If you were to build a machine learning algorithm, would you use all 5 data points for each given test, hoping that your algorithm will learn to converge towards the mean response? Or it is advisable to pre-compute the means and only feed these to the model? ( so that you ensure that one input can only have one output)
I can see pros and cons to both approches and would welcome feedback. Thank you.
gBoostedMachinations t1_j17a22i wrote
Don’t put very much weight at all into what other people’s intuitions are about these kinds of questions. Just test it. Your question is an empirical one so just do the experiment. I can’t tell you how many times I’ve had a colleague say that something I was trying wasn’t going to work only to see that he was dead wrong when I tested it anyway. Oh man do I love it when that happens.

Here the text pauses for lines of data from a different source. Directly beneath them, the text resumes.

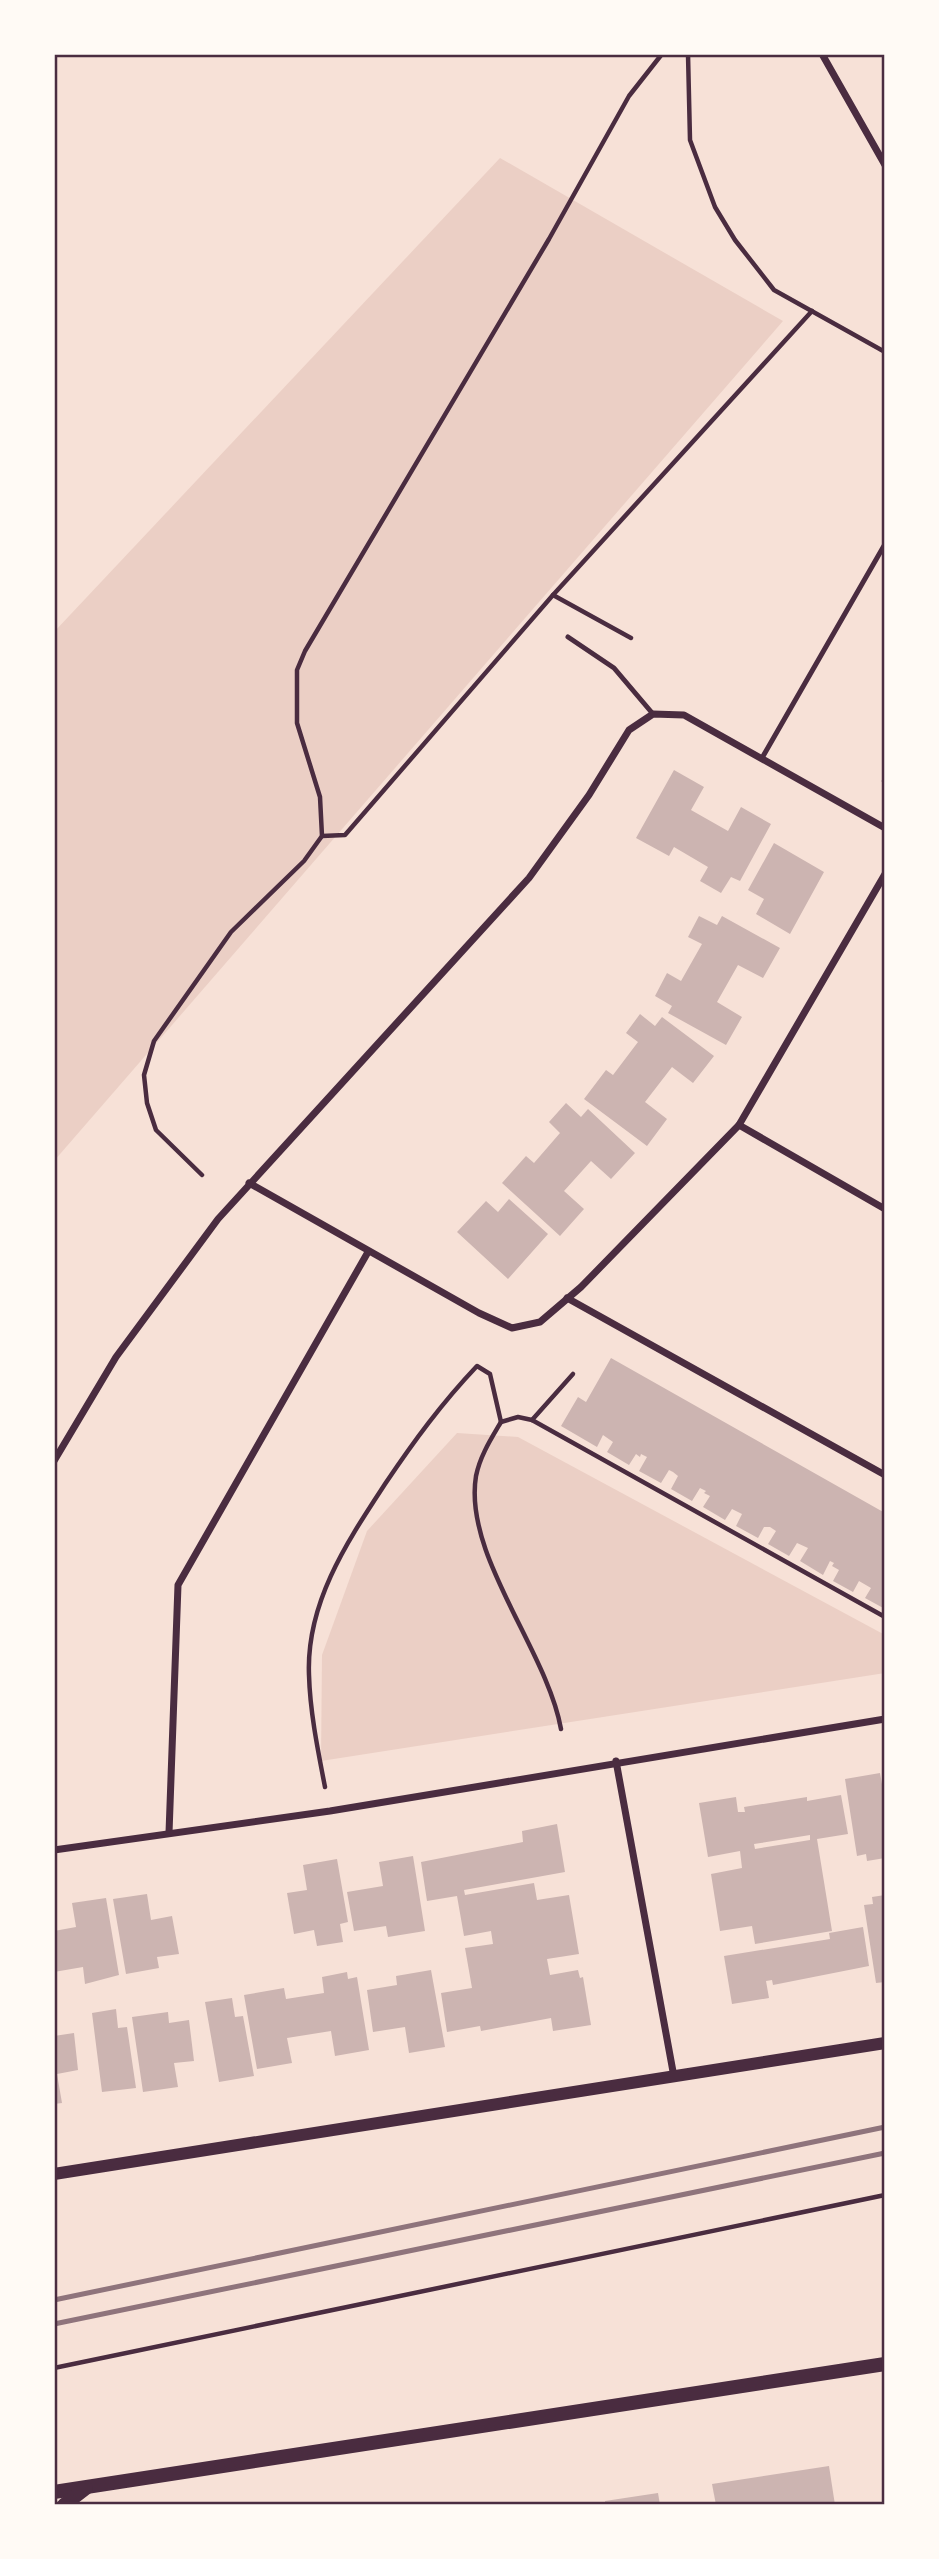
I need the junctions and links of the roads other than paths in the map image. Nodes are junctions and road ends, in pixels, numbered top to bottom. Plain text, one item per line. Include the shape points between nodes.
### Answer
1 (822, 54) edge
2 (885, 165) edge
3 (885, 544) edge
4 (568, 637) dead end
5 (653, 714) junction
6 (762, 758) junction
7 (885, 828) edge
8 (885, 874) edge
9 (739, 1125) junction
10 (249, 1183) junction
11 (885, 1209) edge
12 (368, 1252) junction
13 (567, 1298) junction
14 (54, 1461) edge
15 (885, 1475) edge
16 (885, 1719) edge
17 (616, 1761) junction
18 (169, 1833) junction
19 (54, 1850) edge
20 (885, 2043) edge
21 (674, 2077) junction
22 (54, 2174) edge
23 (885, 2364) edge
24 (87, 2487) junction
25 (54, 2492) edge
26 (64, 2505) edge

1 - 2 street
3 - 6 lane
4 - 5 lane via 614,668
5 - 6 street via 684,715
5 - 10 street via 629,730 530,878
6 - 7 street
8 - 9 street
9 - 11 street
9 - 13 street
10 - 12 street
10 - 14 street via 116,1357
12 - 13 street via 512,1328 540,1322
12 - 18 street via 178,1585
13 - 15 street
16 - 17 street
17 - 18 street via 330,1811
17 - 21 street
18 - 19 street
20 - 21 street
21 - 22 street
23 - 24 main road
24 - 25 main road
24 - 26 main road

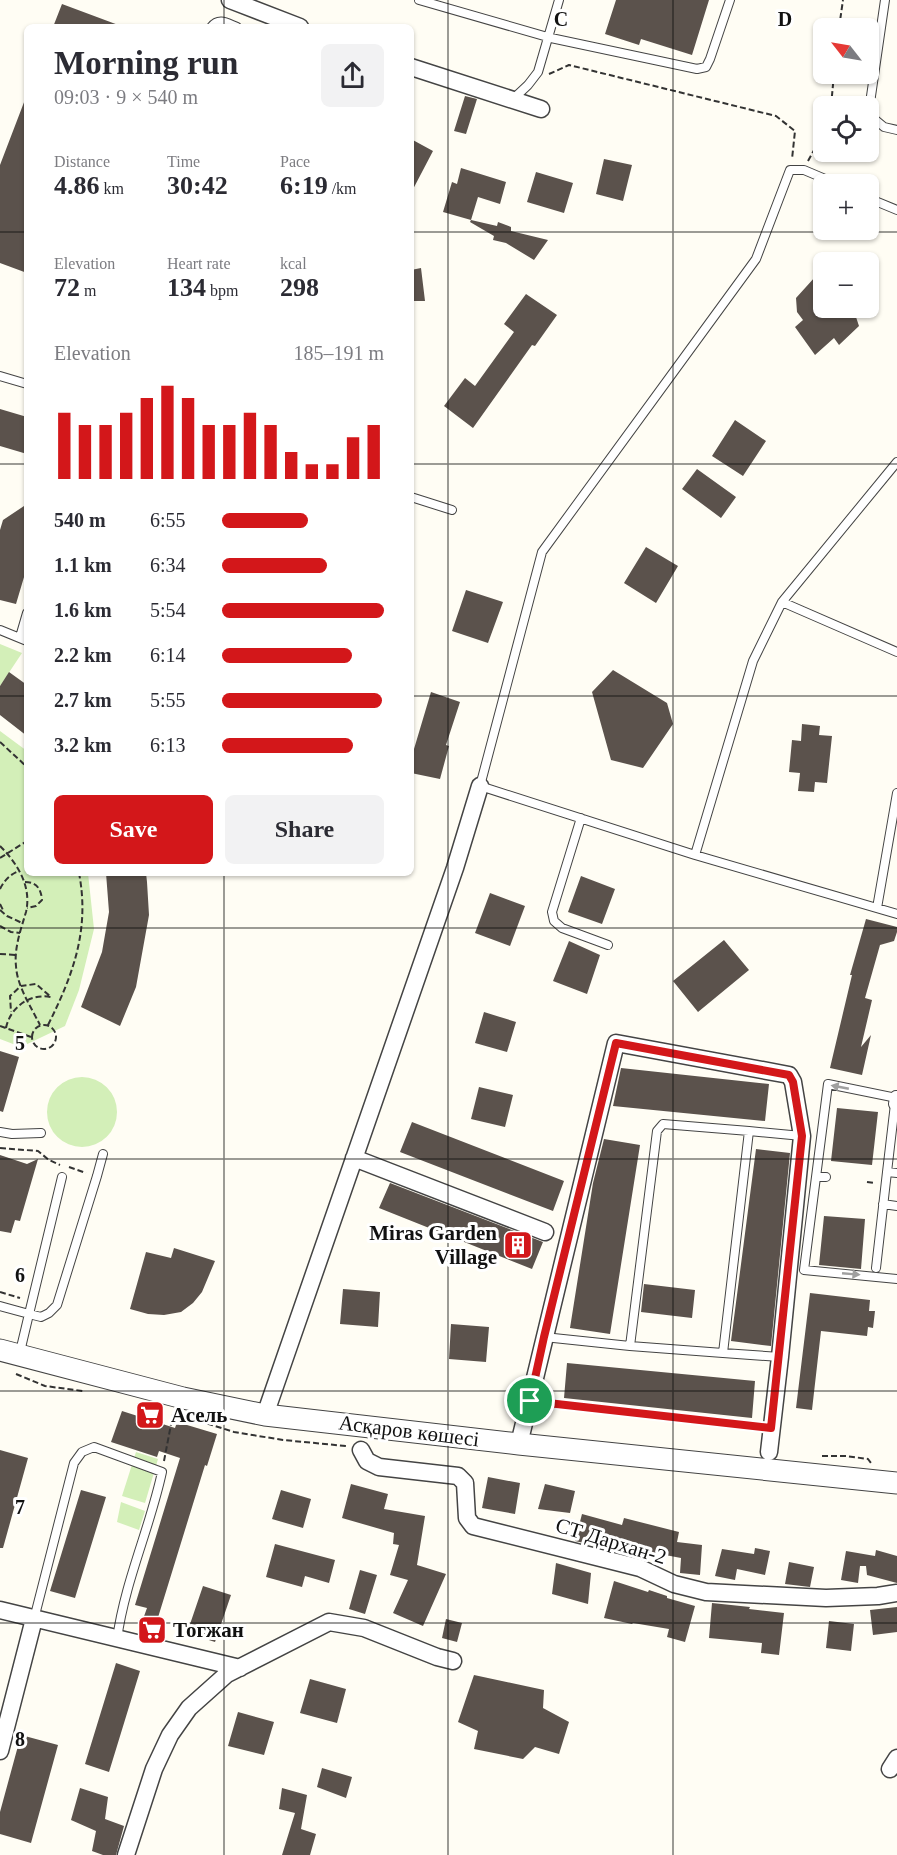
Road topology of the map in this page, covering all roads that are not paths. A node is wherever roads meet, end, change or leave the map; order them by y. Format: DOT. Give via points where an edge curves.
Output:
graph roads {
  1 [pos="230,0"];
  2 [pos="419,0"];
  3 [pos="559,0"];
  4 [pos="730,0"];
  5 [pos="885,0"];
  6 [pos="439,3"];
  7 [pos="214,24"];
  8 [pos="230,24"];
  9 [pos="292,24"];
  10 [pos="547,37"];
  11 [pos="414,68"];
  12 [pos="512,100"];
  13 [pos="541,109"];
  14 [pos="897,130"];
  15 [pos="813,174"];
  16 [pos="879,203"];
  17 [pos="897,210"];
  18 [pos="0,376"];
  19 [pos="24,383"];
  20 [pos="897,462"];
  21 [pos="414,498"];
  22 [pos="452,510"];
  23 [pos="782,602"];
  24 [pos="0,630"];
  25 [pos="23,639"];
  26 [pos="897,652"];
  27 [pos="480,786"];
  28 [pos="897,794"];
  29 [pos="581,818"];
  30 [pos="695,855"];
  31 [pos="877,908"];
  32 [pos="897,914"];
  33 [pos="608,945"];
  34 [pos="896,1100"];
  35 [pos="749,1131"];
  36 [pos="0,1132"];
  37 [pos="41,1133"];
  38 [pos="802,1136"];
  39 [pos="103,1154"];
  40 [pos="354,1158"];
  41 [pos="887,1172"];
  42 [pos="897,1173"];
  43 [pos="62,1177"];
  44 [pos="883,1204"];
  45 [pos="897,1206"];
  46 [pos="545,1232"];
  47 [pos="876,1268"];
  48 [pos="897,1279"];
  49 [pos="0,1306"];
  50 [pos="29,1314"];
  51 [pos="544,1337"];
  52 [pos="630,1346"];
  53 [pos="10,1353"];
  54 [pos="723,1353"];
  55 [pos="780,1356"];
  56 [pos="530,1401"];
  57 [pos="265,1415"];
  58 [pos="771,1428"];
  59 [pos="519,1444"];
  60 [pos="361,1450"];
  61 [pos="769,1452"];
  62 [pos="897,1483"];
  63 [pos="897,1593"];
  64 [pos="0,1610"];
  65 [pos="34,1619"];
  66 [pos="117,1639"];
  67 [pos="453,1660"];
  68 [pos="240,1668"];
  69 [pos="0,1751"];
  70 [pos="126,1855"];
  1 -- 9 [label="street"];
  2 -- 6 [label="lane"];
  3 -- 10 [label="lane"];
  4 -- 10 [label="lane" via="710,59 706,67 697,69"];
  5 -- 14 [label="lane" via="870,103 872,117 884,127"];
  6 -- 10 [label="lane"];
  7 -- 8 [label="lane"];
  10 -- 12 [label="lane" via="538,72"];
  11 -- 12 [label="street"];
  12 -- 13 [label="street"];
  15 -- 27 [label="lane" via="790,170 756,259 542,552"];
  16 -- 17 [label="lane"];
  18 -- 19 [label="lane"];
  20 -- 23 [label="lane"];
  21 -- 22 [label="lane"];
  23 -- 26 [label="lane"];
  23 -- 30 [label="lane" via="753,661"];
  24 -- 25 [label="lane"];
  27 -- 29 [label="lane"];
  27 -- 40 [label="street"];
  28 -- 31 [label="lane"];
  29 -- 30 [label="lane"];
  29 -- 33 [label="lane" via="552,912 554,921 562,928"];
  30 -- 31 [label="lane"];
  31 -- 32 [label="lane"];
  34 -- 41 [label="lane"];
  34 -- 48 [label="lane, one-way" via="828,1084 821,1177 804,1270"];
  35 -- 38 [label="lane"];
  35 -- 52 [label="lane" via="663,1124 657,1131"];
  35 -- 54 [label="lane"];
  36 -- 37 [label="lane"];
  38 -- 51 [label="street" via="789,1075 616,1043"];
  38 -- 55 [label="street"];
  39 -- 50 [label="lane" via="57,1305 41,1317"];
  40 -- 46 [label="street"];
  40 -- 57 [label="street"];
  41 -- 42 [label="lane"];
  41 -- 44 [label="lane"];
  43 -- 50 [label="lane"];
  44 -- 45 [label="lane"];
  44 -- 47 [label="lane"];
  49 -- 50 [label="lane"];
  50 -- 53 [label="lane"];
  51 -- 52 [label="lane"];
  51 -- 56 [label="street"];
  52 -- 54 [label="lane"];
  53 -- 57 [label="street, Асқаров көшесі"];
  54 -- 55 [label="lane"];
  55 -- 58 [label="street"];
  56 -- 58 [label="lane"];
  56 -- 59 [label="street"];
  57 -- 59 [label="street, Асқаров көшесі"];
  58 -- 61 [label="street"];
  59 -- 62 [label="street, Асқаров көшесі"];
  60 -- 63 [label="street, СТ Дархан-2" via="367,1461 379,1467 458,1476 465,1483 467,1518 473,1526 640,1568 674,1584 706,1592 826,1598"];
  64 -- 65 [label="street"];
  65 -- 66 [label="street"];
  65 -- 66 [label="lane" via="75,1463 82,1452 94,1447 162,1472 136,1556"];
  65 -- 69 [label="street"];
  66 -- 68 [label="street"];
  67 -- 68 [label="street" via="364,1628 329,1622"];
  68 -- 70 [label="street" via="227,1674 189,1708 170,1735 154,1769"];
}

EDIT: it just occurred to me that validation will be somewhat tricky. Does OP allow (non-overlapping) duplicates to remain in the validation set? Or does OP calculate the averages for the targets? He can’t do something different when comparing the models, yet one model will be clearly favored if he only chooses one method.
I think the answer to the question depends on how data about future targets will be collected. Is OP going to perform repeated experiments in the future and take repeated measurements of the outcome? Or is he only going to perform unique sets of experiments? Whatever the answer the important thing is for OP to consider the future use-case and process his validation set in a way that most closely mimics that environment (e.g., repeated measurements vs single measurements).
Sorry if this isn’t very clear I only had a few minutes to type it out.